Recorded data:
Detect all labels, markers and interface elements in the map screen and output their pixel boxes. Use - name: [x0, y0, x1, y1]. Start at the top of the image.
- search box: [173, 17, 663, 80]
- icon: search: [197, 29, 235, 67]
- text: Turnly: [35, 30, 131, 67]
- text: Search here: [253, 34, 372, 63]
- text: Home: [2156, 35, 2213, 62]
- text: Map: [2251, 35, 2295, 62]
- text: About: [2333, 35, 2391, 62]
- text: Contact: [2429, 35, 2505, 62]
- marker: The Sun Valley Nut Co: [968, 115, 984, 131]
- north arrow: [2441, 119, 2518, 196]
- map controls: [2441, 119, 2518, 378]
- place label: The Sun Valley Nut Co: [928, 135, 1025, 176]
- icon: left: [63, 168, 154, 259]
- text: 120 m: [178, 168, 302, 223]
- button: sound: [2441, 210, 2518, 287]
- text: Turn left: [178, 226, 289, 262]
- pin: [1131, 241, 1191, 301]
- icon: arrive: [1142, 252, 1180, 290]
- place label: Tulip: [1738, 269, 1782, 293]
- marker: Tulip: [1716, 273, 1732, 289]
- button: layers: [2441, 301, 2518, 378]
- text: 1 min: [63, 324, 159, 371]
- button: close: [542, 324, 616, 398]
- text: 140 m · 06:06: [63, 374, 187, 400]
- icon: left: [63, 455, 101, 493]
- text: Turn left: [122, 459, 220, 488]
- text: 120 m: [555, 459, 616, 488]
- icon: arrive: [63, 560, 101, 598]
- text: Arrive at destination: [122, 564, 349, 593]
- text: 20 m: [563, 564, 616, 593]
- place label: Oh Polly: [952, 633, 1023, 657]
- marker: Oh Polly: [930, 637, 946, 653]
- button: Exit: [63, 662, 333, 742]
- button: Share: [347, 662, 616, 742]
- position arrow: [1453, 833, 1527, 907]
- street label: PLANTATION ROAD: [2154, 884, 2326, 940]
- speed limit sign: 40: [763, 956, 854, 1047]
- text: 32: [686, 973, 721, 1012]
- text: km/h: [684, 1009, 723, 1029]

#### [Work item]
Say how many lines in the entries include the word "left", with no text around the number.

#### [Written answer]
4